Member of Parliament for Senkadagala
- In office 1960–1965
- Preceded by: Noel Wimalasena
- Succeeded by: Noel Wimalasena
- In office 1977–1988
- Preceded by: Noel Wimalasena

Personal details
- Born: 3 November 1926 Ranwala, Ceylon
- Died: 11 August 2011 (aged 84) Kandy, Sri Lanka
- Party: United National Party
- Spouse: Chandra Ranaraja
- Alma mater: Ceylon Law College
- Profession: Lawyer
- Ethnicity: Sinhalese

= Shelton Ranaraja =

Sri Lankan lawyer, politician and deputy minister

Shelton Ranaraja (ෂෙල්ටන් රණරාජා; 3 November 1926 - 11 August 2011) was a Sri Lankan lawyer, politician and deputy minister.

==Early life and family==
Ranaraja was born on 3 November 1926 in Ranwala near Kegalle in central Ceylon. He was the son of landowner and politician P. B. Ranaraja. His father contested the 1931 State Council elections for the Galagedara, losing by 1,055 votes to P. B. Nugawela and unsuccessfully contested the seat at the 1936 State Council elections. His father also ran in the 1952 parliamentary elections as the UNP candidate for Dambulla, losing to H. B. Tenne. His father however subsequently served two terms as a UNP nominated Senator in the Senate of Ceylon.

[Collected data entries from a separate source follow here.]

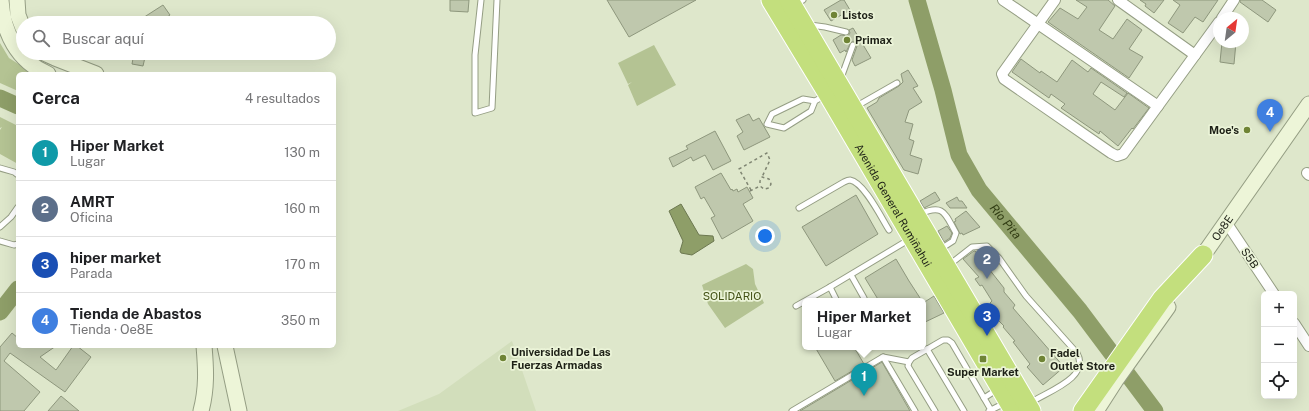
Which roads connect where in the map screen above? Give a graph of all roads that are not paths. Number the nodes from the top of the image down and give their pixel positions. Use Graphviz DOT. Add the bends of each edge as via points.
graph roads {
  1 [pos="1,0"];
  2 [pos="17,0"];
  3 [pos="481,0"];
  4 [pos="497,0"];
  5 [pos="771,0"];
  6 [pos="1003,0"];
  7 [pos="1055,0"];
  8 [pos="1118,0"];
  9 [pos="1230,1"];
  10 [pos="795,2"];
  11 [pos="1225,12"];
  12 [pos="18,16"];
  13 [pos="803,24"];
  14 [pos="1038,24"];
  15 [pos="1213,30"];
  16 [pos="846,32"];
  17 [pos="853,45"];
  18 [pos="16,48"];
  19 [pos="1195,55"];
  20 [pos="26,60"];
  21 [pos="60,60"];
  22 [pos="45,72"];
  23 [pos="91,72"];
  24 [pos="897,83"];
  25 [pos="827,93"];
  26 [pos="1309,104"];
  27 [pos="1158,106"];
  28 [pos="852,109"];
  29 [pos="0,168"];
  30 [pos="16,174"];
  31 [pos="875,190"];
  32 [pos="799,208"];
  33 [pos="16,211"];
  34 [pos="916,216"];
  35 [pos="1226,222"];
  36 [pos="0,227"];
  37 [pos="889,230"];
  38 [pos="913,237"];
  39 [pos="0,242"];
  40 [pos="16,244"];
  41 [pos="1203,255"];
  42 [pos="941,259"];
  43 [pos="851,275"];
  44 [pos="830,287"];
  45 [pos="1272,291"];
  46 [pos="810,298"];
  47 [pos="836,298"];
  48 [pos="864,298"];
  49 [pos="802,303"];
  50 [pos="796,306"];
  51 [pos="1297,327"];
  52 [pos="1309,346"];
  53 [pos="204,348"];
  54 [pos="225,348"];
  55 [pos="927,349"];
  56 [pos="925,350"];
  57 [pos="883,357"];
  58 [pos="909,362"];
  59 [pos="984,398"];
  60 [pos="1017,403"];
  61 [pos="202,411"];
  62 [pos="239,411"];
  63 [pos="792,411"];
  64 [pos="915,411"];
  65 [pos="935,411"];
  66 [pos="964,411"];
  67 [pos="991,411"];
  68 [pos="1083,411"];
  69 [pos="1096,411"];
  1 -- 18 [label="street" via="2,18"];
  2 -- 12 [label="street"];
  3 -- 4 [label="lane" via="475,55 475,113 492,108"];
  5 -- 25 [label="highway, Avenida General Rumiñahui"];
  6 -- 14 [label="street"];
  7 -- 14 [label="street"];
  8 -- 19 [label="street"];
  9 -- 11 [label="street"];
  10 -- 13 [label="highway, Avenida General Rumiñahui"];
  13 -- 16 [label="lane"];
  13 -- 25 [label="highway, Avenida General Rumiñahui"];
  14 -- 27 [label="street"];
  14 -- 27 [label="street" via="1005,69 1002,74 1004,78 1111,153 1117,156 1123,154"];
  15 -- 19 [label="street"];
  17 -- 25 [label="lane"];
  19 -- 27 [label="street"];
  20 -- 22 [label="street"];
  21 -- 23 [label="street"];
  24 -- 28 [label="lane"];
  25 -- 25 [label="lane" via="803,99 772,114 767,124 784,128 811,111"];
  25 -- 28 [label="highway, Avenida General Rumiñahui"];
  25 -- 31 [label="highway, Avenida General Rumiñahui"];
  26 -- 35 [label="street, Oe8E"];
  28 -- 34 [label="highway, Avenida General Rumiñahui"];
  29 -- 30 [label="lane"];
  31 -- 32 [label="lane" via="851,180"];
  31 -- 37 [label="lane"];
  31 -- 38 [label="highway, Avenida General Rumiñahui"];
  33 -- 36 [label="lane"];
  34 -- 42 [label="highway, Avenida General Rumiñahui"];
  34 -- 42 [label="lane" via="936,209 943,211 956,233"];
  35 -- 41 [label="street, Oe8E"];
  35 -- 45 [label="street, S5B"];
  38 -- 43 [label="lane"];
  38 -- 60 [label="highway, Avenida General Rumiñahui"];
  39 -- 40 [label="lane"];
  41 -- 68 [label="highway" via="1162,299"];
  41 -- 69 [label="street, Oe8E"];
  42 -- 60 [label="highway, Avenida General Rumiñahui"];
  42 -- 60 [label="lane" via="972,247 987,246 999,258 1026,296 1077,353 1080,368 1069,381 1037,398"];
  43 -- 44 [label="lane"];
  43 -- 48 [label="lane"];
  44 -- 46 [label="lane"];
  44 -- 47 [label="lane"];
  49 -- 50 [label="lane"];
  51 -- 52 [label="street"];
  53 -- 61 [label="street" via="206,381"];
  54 -- 62 [label="street"];
  55 -- 59 [label="lane" via="943,340 952,343"];
  55 -- 66 [label="lane"];
  56 -- 58 [label="lane"];
  57 -- 58 [label="lane"];
  57 -- 63 [label="lane"];
  57 -- 64 [label="lane"];
  58 -- 65 [label="lane" via="908,366"];
  59 -- 60 [label="lane"];
  59 -- 67 [label="lane"];
  60 -- 67 [label="lane" via="1002,404"];
}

Ranarajara was educated at Trinity College, Kandy and S. Thomas' College, Mount Lavinia. He was a keen sportsman, obtaining colours in athletics, boxing, cricket and swimming. He also played in the 1945 Royal–Thomian match. After school he joined Ceylon Law College where he captained their cricket team.

Ranaraja was married to Chandra, daughter of S. H. Mahadiulwewa. They had five daughters - Premila, Aruni, Siromi, Shamila and Anjali.

==Career==
Ranaraja and his father qualified as lawyers in December 1949, Shelton as a proctor and his father as an advocate. Ranaraja practising law in Kandy.

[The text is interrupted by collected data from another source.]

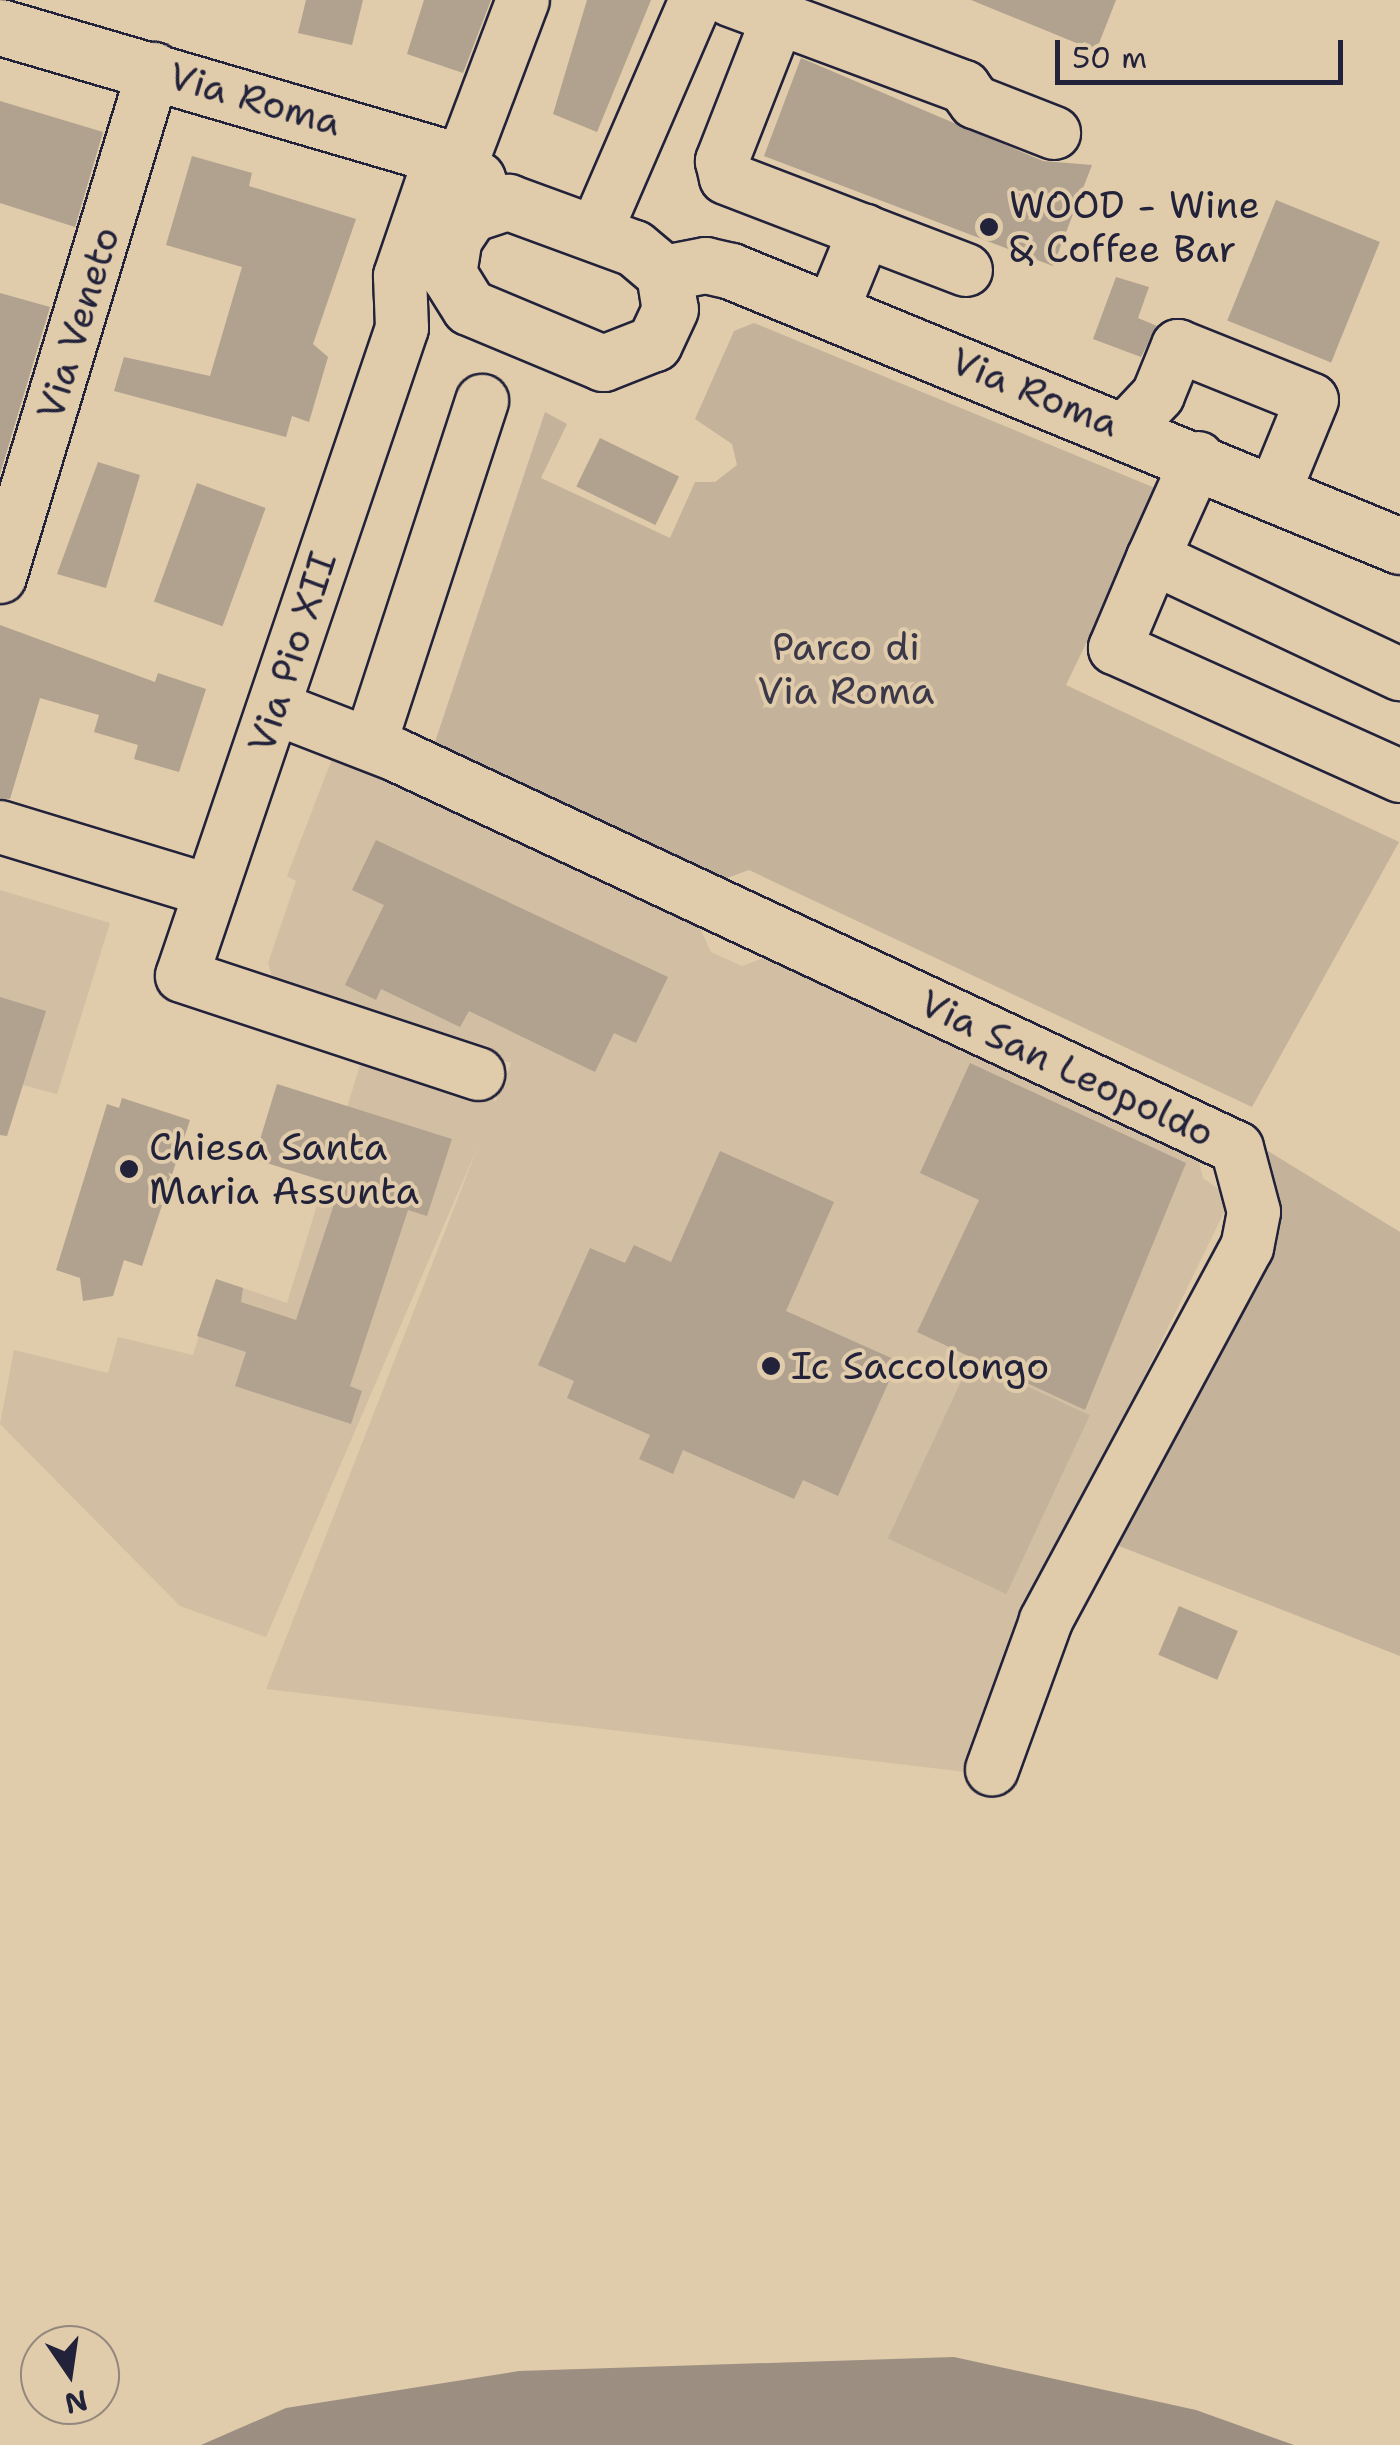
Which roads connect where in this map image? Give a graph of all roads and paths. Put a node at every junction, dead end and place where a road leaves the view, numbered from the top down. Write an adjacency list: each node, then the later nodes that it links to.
1 (523, 0): 8 (street, Via Pio XII)
2 (696, 0): 9 (street)
3 (730, 0): 4 (street)
4 (778, 18): 7 (street); 10 (street)
5 (0, 26): 6 (main road, Via Roma)
6 (154, 69): 8 (main road, Via Roma); 22 (street, Via Veneto)
7 (1054, 133)
8 (463, 175): 9 (main road, Via Roma); 13 (main road); 15 (street, Via Pio XII)
9 (601, 219): 12 (main road, Via Roma)
10 (865, 230): 11 (street); 14 (street)
11 (966, 270)
12 (664, 272): 13 (main road); 14 (main road, Via Roma)
13 (453, 290): 15 (street)
14 (832, 311): 17 (main road, Via Roma)
15 (402, 328): 24 (street, Via Pio XII)
16 (482, 401): 25 (street)
17 (1126, 428): 18 (main road, Via Roma); 19 (street)
18 (1198, 458): 19 (main road, Via Roma); 21 (street)
19 (1275, 490): 20 (main road, Via Roma)
20 (1400, 546)
21 (1153, 558): 23 (street); 26 (street)
22 (0, 577)
23 (1400, 674)
24 (275, 708): 25 (street, Via San Leopoldo); 28 (street, Via Pio XII)
25 (383, 749): 30 (street, Via San Leopoldo)
26 (1400, 776)
27 (0, 827): 28 (street)
28 (211, 891): 29 (street, Via Pio XII)
29 (478, 1074)
30 (992, 1769)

Despite his family being staunch supporters of the United National Party (UNP), Ranaraja stood as the Sri Lanka Freedom Party (SLFP) candidate for Senkadagala at the July 1960 parliamentary election. He won the election by a narrow margin of 25 votes and entered Parliament. In December 1964 the SLFP government tried to nationalise Lake House, Ceylon's largest newspaper group which was seen as a supporter of the opposition UNP. Ranaraja was one of 14 government MPs who voted against the nationalisation, defeating the government by one vote and precipitating the 1965 parliamentary election which the SLFP lost. Ranaraja and the other rebellious MPs were expelled from the SLFP.

Ranaraja did not contest the 1965 parliamentary election, concentrating instead on his legal practice. In 1973 Ranaraja joined the UNP upon the invitation of new leader J. R. Jayewardene and was appointed party organiser for Senkadagala. Ranaraja stood as the UNP candidate in Senkadagala at the 1977 parliamentary election and was re-elected to Parliament. Following the election he was appointed Deputy Minister of Justice in the new UNP government.

In 1980, when the UNP government passed a law depriving SLFP leader Sirimavo Bandaranaike of her civic rights, Ranaraja opposed the move in cabinet and was not present when the law was debated in Parliament.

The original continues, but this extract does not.